(Collected data entries)
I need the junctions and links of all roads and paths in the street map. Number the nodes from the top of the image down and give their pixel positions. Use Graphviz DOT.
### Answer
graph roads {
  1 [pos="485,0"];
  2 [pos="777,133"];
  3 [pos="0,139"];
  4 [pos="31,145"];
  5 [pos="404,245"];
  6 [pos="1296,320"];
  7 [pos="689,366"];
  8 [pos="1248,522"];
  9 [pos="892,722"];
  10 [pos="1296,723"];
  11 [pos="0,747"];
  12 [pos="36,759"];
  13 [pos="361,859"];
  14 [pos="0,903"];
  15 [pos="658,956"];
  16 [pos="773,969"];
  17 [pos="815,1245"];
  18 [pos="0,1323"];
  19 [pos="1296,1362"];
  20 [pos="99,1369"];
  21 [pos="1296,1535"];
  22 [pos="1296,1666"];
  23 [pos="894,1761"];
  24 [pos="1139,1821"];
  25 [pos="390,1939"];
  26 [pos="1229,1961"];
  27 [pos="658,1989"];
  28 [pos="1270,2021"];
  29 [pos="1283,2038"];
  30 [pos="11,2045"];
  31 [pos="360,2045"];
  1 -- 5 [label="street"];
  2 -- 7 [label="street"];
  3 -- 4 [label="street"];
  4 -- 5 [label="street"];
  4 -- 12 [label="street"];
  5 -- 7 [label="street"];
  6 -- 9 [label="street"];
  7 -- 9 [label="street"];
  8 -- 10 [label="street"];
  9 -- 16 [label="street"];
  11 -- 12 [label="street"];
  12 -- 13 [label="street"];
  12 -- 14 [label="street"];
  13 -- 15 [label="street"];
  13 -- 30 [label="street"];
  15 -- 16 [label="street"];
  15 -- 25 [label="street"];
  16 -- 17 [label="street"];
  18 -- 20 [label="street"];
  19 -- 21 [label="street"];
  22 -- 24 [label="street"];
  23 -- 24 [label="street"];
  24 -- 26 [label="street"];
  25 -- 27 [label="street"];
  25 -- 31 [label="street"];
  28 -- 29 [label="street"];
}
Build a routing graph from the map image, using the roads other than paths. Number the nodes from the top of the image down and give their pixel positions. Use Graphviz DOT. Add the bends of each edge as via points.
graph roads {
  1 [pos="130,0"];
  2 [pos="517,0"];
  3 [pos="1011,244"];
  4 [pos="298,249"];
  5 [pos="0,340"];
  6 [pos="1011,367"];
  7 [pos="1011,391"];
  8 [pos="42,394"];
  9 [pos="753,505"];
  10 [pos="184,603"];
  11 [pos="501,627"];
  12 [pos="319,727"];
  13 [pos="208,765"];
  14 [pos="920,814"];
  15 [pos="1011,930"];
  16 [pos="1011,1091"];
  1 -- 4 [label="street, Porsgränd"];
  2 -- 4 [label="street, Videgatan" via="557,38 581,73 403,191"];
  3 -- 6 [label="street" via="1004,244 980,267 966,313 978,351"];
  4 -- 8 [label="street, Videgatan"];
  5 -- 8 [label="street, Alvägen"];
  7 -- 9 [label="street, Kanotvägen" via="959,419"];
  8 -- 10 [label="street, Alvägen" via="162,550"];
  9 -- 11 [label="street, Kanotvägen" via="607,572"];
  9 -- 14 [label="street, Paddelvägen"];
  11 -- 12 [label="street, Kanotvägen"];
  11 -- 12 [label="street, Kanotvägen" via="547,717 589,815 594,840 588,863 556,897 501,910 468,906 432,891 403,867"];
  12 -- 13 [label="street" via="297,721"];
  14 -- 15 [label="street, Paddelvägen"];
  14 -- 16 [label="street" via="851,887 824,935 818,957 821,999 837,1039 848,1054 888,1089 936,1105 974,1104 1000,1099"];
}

→ Problem to work on
Write out each line of the data above again, exactly as given.

→ Written reply
I need the junctions and links of all roads and paths in the street map. Number the nodes from the top of the image down and give their pixel positions. Use Graphviz DOT.
### Answer
graph roads {
  1 [pos="485,0"];
  2 [pos="777,133"];
  3 [pos="0,139"];
  4 [pos="31,145"];
  5 [pos="404,245"];
  6 [pos="1296,320"];
  7 [pos="689,366"];
  8 [pos="1248,522"];
  9 [pos="892,722"];
  10 [pos="1296,723"];
  11 [pos="0,747"];
  12 [pos="36,759"];
  13 [pos="361,859"];
  14 [pos="0,903"];
  15 [pos="658,956"];
  16 [pos="773,969"];
  17 [pos="815,1245"];
  18 [pos="0,1323"];
  19 [pos="1296,1362"];
  20 [pos="99,1369"];
  21 [pos="1296,1535"];
  22 [pos="1296,1666"];
  23 [pos="894,1761"];
  24 [pos="1139,1821"];
  25 [pos="390,1939"];
  26 [pos="1229,1961"];
  27 [pos="658,1989"];
  28 [pos="1270,2021"];
  29 [pos="1283,2038"];
  30 [pos="11,2045"];
  31 [pos="360,2045"];
  1 -- 5 [label="street"];
  2 -- 7 [label="street"];
  3 -- 4 [label="street"];
  4 -- 5 [label="street"];
  4 -- 12 [label="street"];
  5 -- 7 [label="street"];
  6 -- 9 [label="street"];
  7 -- 9 [label="street"];
  8 -- 10 [label="street"];
  9 -- 16 [label="street"];
  11 -- 12 [label="street"];
  12 -- 13 [label="street"];
  12 -- 14 [label="street"];
  13 -- 15 [label="street"];
  13 -- 30 [label="street"];
  15 -- 16 [label="street"];
  15 -- 25 [label="street"];
  16 -- 17 [label="street"];
  18 -- 20 [label="street"];
  19 -- 21 [label="street"];
  22 -- 24 [label="street"];
  23 -- 24 [label="street"];
  24 -- 26 [label="street"];
  25 -- 27 [label="street"];
  25 -- 31 [label="street"];
  28 -- 29 [label="street"];
}
Build a routing graph from the map image, using the roads other than paths. Number the nodes from the top of the image down and give their pixel positions. Use Graphviz DOT. Add the bends of each edge as via points.
graph roads {
  1 [pos="130,0"];
  2 [pos="517,0"];
  3 [pos="1011,244"];
  4 [pos="298,249"];
  5 [pos="0,340"];
  6 [pos="1011,367"];
  7 [pos="1011,391"];
  8 [pos="42,394"];
  9 [pos="753,505"];
  10 [pos="184,603"];
  11 [pos="501,627"];
  12 [pos="319,727"];
  13 [pos="208,765"];
  14 [pos="920,814"];
  15 [pos="1011,930"];
  16 [pos="1011,1091"];
  1 -- 4 [label="street, Porsgränd"];
  2 -- 4 [label="street, Videgatan" via="557,38 581,73 403,191"];
  3 -- 6 [label="street" via="1004,244 980,267 966,313 978,351"];
  4 -- 8 [label="street, Videgatan"];
  5 -- 8 [label="street, Alvägen"];
  7 -- 9 [label="street, Kanotvägen" via="959,419"];
  8 -- 10 [label="street, Alvägen" via="162,550"];
  9 -- 11 [label="street, Kanotvägen" via="607,572"];
  9 -- 14 [label="street, Paddelvägen"];
  11 -- 12 [label="street, Kanotvägen"];
  11 -- 12 [label="street, Kanotvägen" via="547,717 589,815 594,840 588,863 556,897 501,910 468,906 432,891 403,867"];
  12 -- 13 [label="street" via="297,721"];
  14 -- 15 [label="street, Paddelvägen"];
  14 -- 16 [label="street" via="851,887 824,935 818,957 821,999 837,1039 848,1054 888,1089 936,1105 974,1104 1000,1099"];
}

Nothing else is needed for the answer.